His truck and my car waited at the far end of the parking lot, tucked behind some evergreen landscaping. Jack opened his passenger door for me and I hopped in, my skirt sliding up my thighs with the bounce. I watched his eyes rake over my body before he carefully shut the door. He walked around the back of the truck and climbed in the driver’s side. When his door clicked shut the interior lights went off, leaving us in almost total darkness. Then, slowly and deliberately he lifted the center console so that nothing separated us along the bench seat.
With that, we were instantly on each other. Our mouths met in a fury of passion so that it was less like a kiss and more like an attack. Guttural moans poured from both our throats—deep, long ones from him; short, gasping ones from me. He pulled me tightly against his chest, crushing my breasts against him. I tilted my chin back, inviting him to explore further. Jack’s hands crept up the outside of my shirt and stopped when each palm was centered on a nipple. I leaned against his hands, my breath coming raggedly between my
“Put your mouth on them, damn it!”
He reached in and pulled out one breast, then the other and fell on them like a parched man does an ice-cold glass of water. Back and forth he went, giving equal attention to them both, his strong tongue circling each nipple before he took one into his mouth to suck on it. Hard. I twisted on the seat and arched against his mouth, my head thrown back, oblivious to everything expect the nerve endings on my breasts that were firing rapid pulses of pleasure to every brain receptor I have.
And then I touched his cock. It was so easy, so natural… my right hand just reached out and grabbed it through his pants. The rigid spear strained at the constricting fabric and leapt in my fingers. In seconds I had his belt undone, pants unbuttoned and zipper unzipped. I reached in his boxers and brought it out into the dim light. Jack sat back and watched as my fingertips gently stroked up and down the length of his shaft. I looked into his eyes, grinned and raised an eyebrow before bowing my head and wrapping my lips around his thick, throbbing manhood.

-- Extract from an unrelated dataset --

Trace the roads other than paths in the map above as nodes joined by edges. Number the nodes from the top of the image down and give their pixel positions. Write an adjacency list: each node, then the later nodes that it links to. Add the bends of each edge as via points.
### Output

Now, I would love to tell you that my tongue flicking around the pink helmet of his cock brought him to the brink in seconds and that after just a few minutes inside my expert mouth he was spurting sweet hot cum down the back of my throat. But that’s not what happened. Turns out Jack is a little ADD or OCD or ADHD… whichever one it is, anytime lights from a passing car glowed, he lost his focus. So much so that it got to be funny!
I lifted my head from his lap, my lips fuller than usual from pumping up and down on his distracted gentleman sausage, and started laughing.

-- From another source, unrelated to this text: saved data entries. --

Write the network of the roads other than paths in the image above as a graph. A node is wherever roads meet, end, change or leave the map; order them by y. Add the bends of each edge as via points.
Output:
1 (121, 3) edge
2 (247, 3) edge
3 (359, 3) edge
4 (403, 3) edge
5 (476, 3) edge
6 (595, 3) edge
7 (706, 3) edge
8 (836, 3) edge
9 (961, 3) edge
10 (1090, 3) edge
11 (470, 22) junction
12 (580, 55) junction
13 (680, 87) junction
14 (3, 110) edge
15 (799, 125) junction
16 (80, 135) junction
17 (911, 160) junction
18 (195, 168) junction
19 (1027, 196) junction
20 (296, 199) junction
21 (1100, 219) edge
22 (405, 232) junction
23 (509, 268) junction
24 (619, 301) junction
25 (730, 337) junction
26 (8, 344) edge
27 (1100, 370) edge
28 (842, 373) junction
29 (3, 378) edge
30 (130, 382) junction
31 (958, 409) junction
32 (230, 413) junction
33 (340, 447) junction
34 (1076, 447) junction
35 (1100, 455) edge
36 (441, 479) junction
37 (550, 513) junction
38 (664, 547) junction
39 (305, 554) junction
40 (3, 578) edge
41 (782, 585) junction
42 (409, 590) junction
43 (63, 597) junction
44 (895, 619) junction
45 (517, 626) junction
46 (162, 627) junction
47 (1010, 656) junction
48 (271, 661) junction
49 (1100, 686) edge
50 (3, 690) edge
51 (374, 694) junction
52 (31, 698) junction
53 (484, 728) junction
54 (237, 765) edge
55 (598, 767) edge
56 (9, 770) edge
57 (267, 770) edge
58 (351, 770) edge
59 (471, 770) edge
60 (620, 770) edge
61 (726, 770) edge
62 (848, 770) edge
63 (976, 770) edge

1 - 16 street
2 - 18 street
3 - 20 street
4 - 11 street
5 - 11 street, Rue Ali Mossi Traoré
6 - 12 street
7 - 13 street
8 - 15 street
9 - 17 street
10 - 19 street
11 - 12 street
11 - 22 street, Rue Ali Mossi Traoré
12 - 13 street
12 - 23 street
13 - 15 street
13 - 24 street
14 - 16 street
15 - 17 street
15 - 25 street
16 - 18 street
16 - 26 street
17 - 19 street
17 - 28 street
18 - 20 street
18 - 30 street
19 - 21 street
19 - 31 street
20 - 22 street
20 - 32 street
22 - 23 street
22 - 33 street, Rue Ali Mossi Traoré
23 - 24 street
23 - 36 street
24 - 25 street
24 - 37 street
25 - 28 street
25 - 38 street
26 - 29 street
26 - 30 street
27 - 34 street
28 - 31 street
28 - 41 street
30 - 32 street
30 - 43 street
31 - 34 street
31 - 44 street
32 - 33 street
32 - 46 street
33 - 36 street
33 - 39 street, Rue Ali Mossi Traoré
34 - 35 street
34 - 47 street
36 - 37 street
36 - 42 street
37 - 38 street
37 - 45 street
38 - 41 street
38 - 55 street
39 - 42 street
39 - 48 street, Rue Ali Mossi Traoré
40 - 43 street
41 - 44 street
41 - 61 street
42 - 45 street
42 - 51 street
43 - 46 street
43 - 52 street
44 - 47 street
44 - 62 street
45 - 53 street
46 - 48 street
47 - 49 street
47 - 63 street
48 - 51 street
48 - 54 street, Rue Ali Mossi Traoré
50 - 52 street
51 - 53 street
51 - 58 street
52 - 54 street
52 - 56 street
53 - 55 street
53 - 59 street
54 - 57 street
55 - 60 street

“You’re not going to come are you?” I giggled.
“God I want to,” he gasped, “I never… You are… That was…”
“Find your words darling,” I teased, while tucking my breasts back inside my bra.
“Shit,” he sighed. “I’m not. And hell… Wow.”

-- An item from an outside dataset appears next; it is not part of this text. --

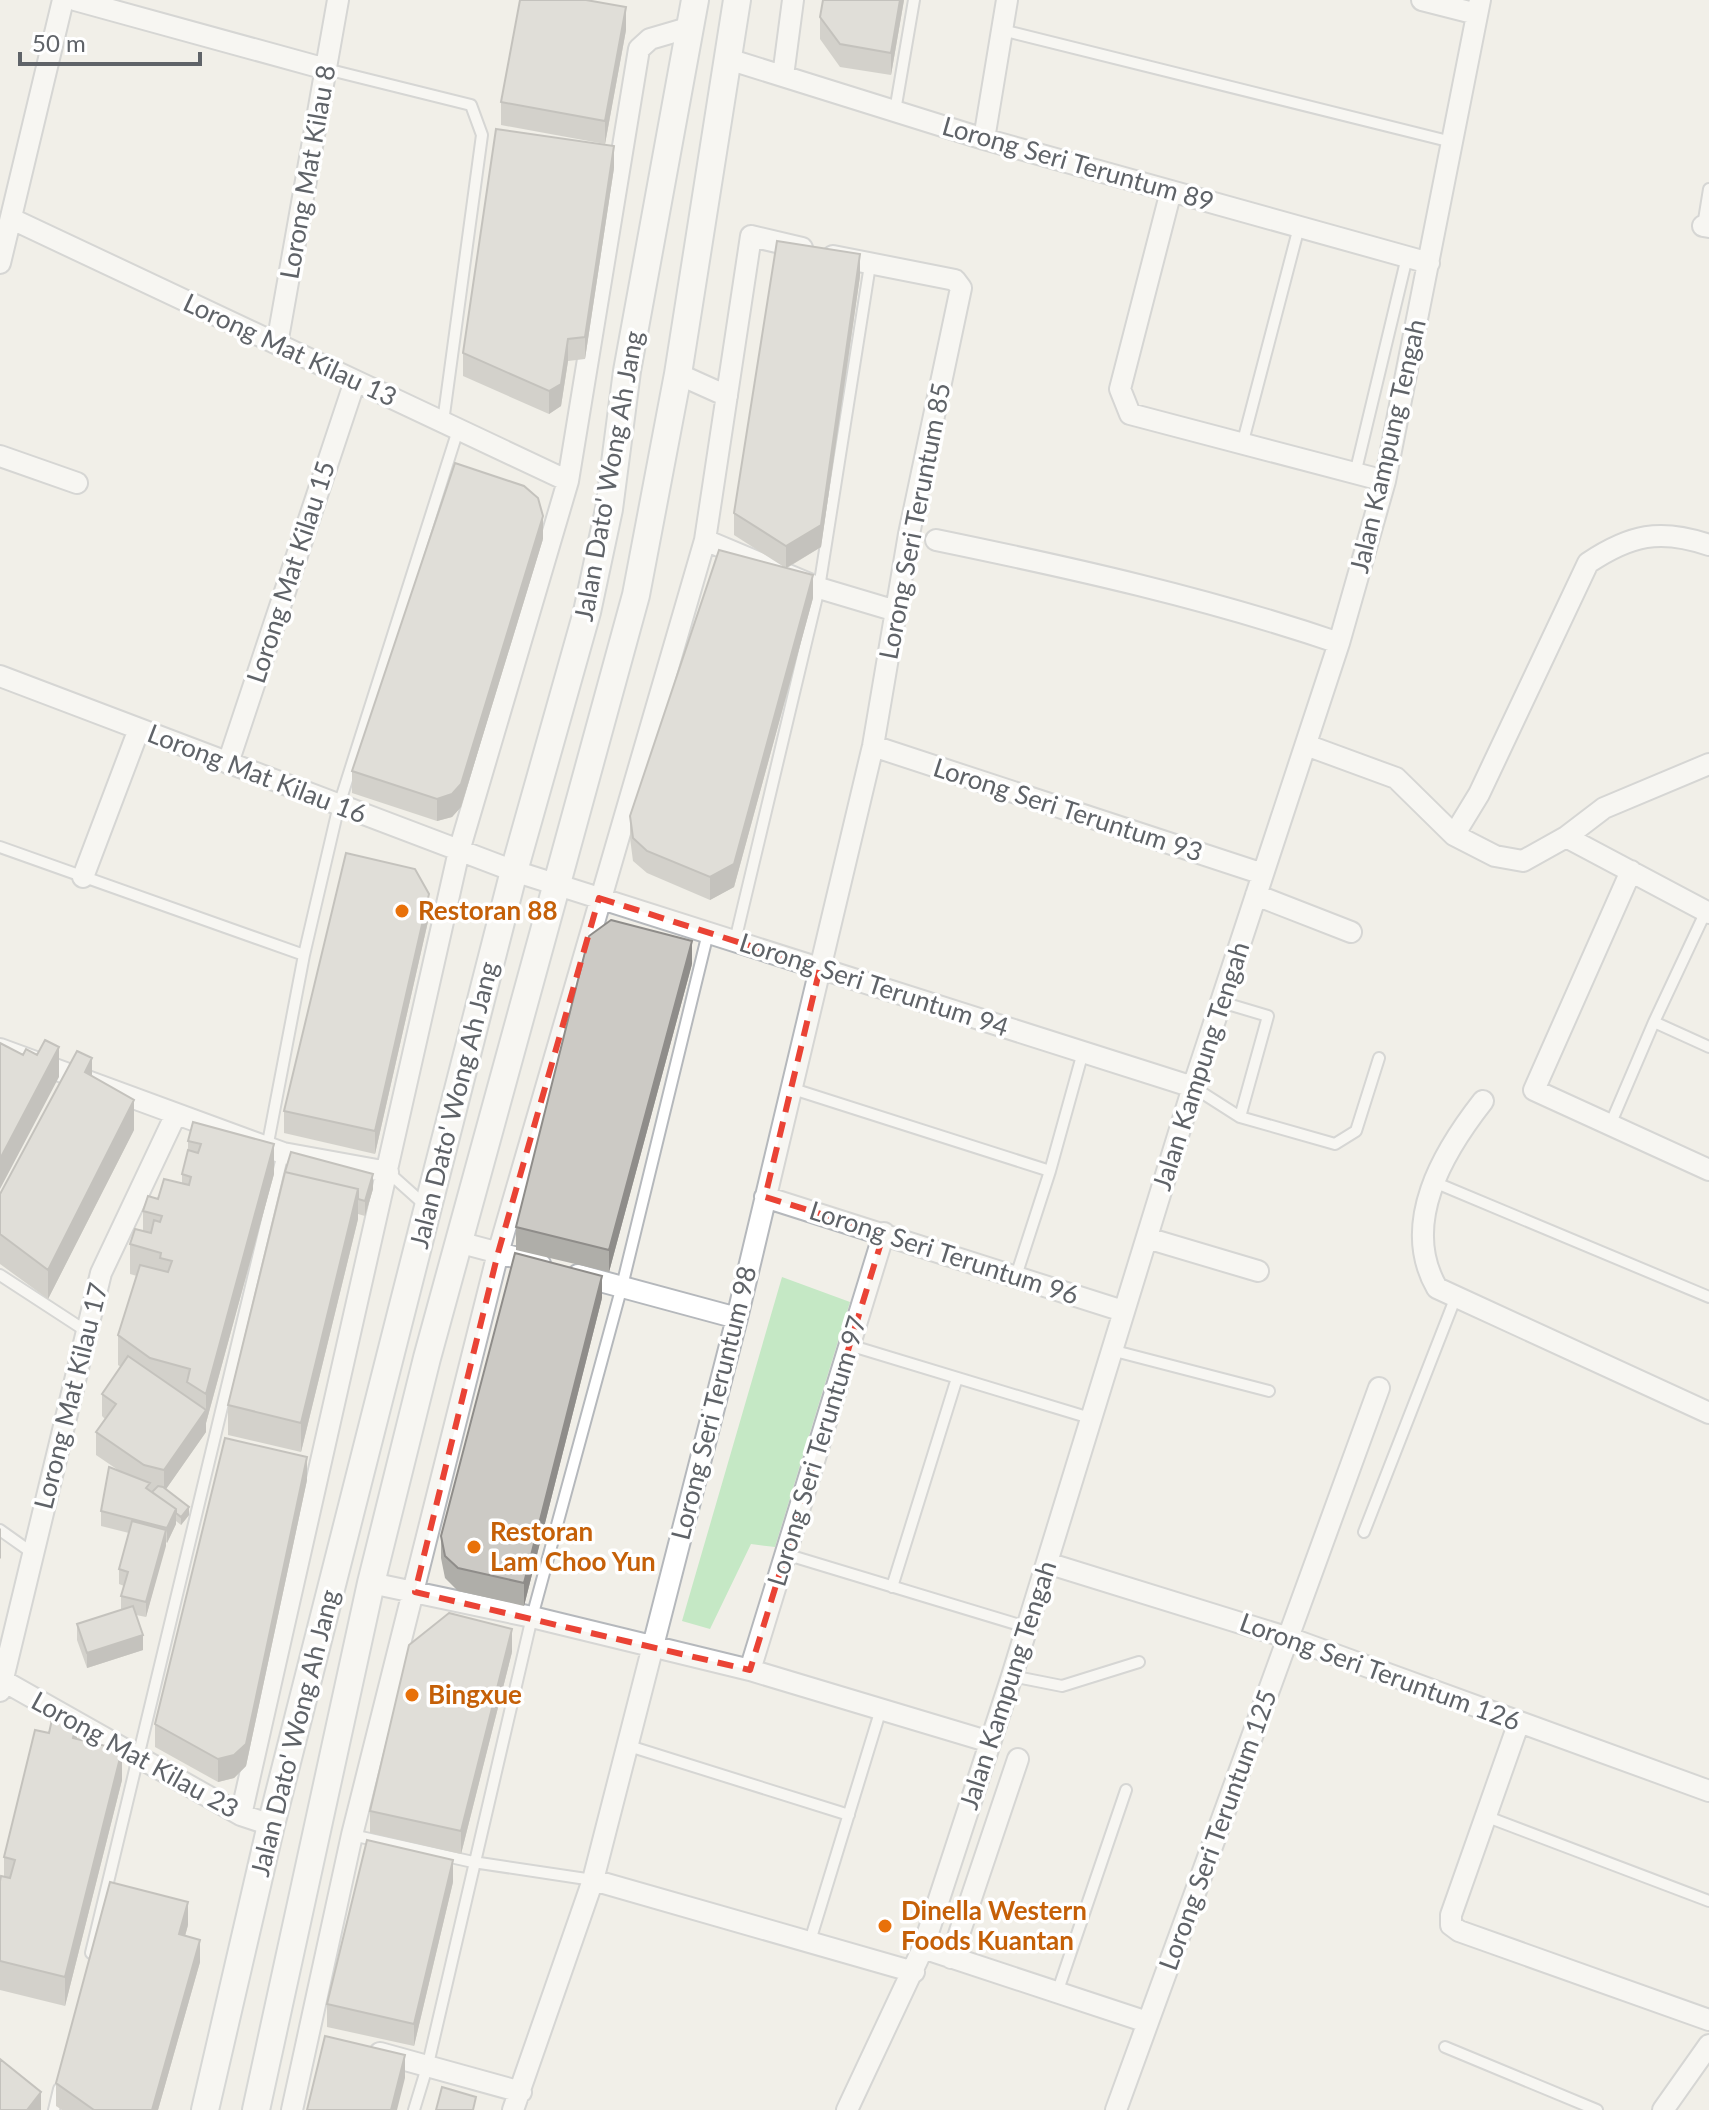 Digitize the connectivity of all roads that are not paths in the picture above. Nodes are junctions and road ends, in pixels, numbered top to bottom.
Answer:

“It’s all right,” I said, still chuckling, “I need to get home anyway.”
“It’s all those damn cars!”
“I know… I could tell.”
“I sure am.”
“You won’t be laughing when we aren’t making out in my truck like teenagers,” he grinned.
“I’m going to hold you to that.”
He leaned in and gave me a gentle kiss before tenderly caressing the side of my face and said, “I’ll see you at work tomorrow.”
“Yes,” I agreed, “You have sweet dreams.”
“Oh I will!” he laughed, “right after I get done cussing out my cock.”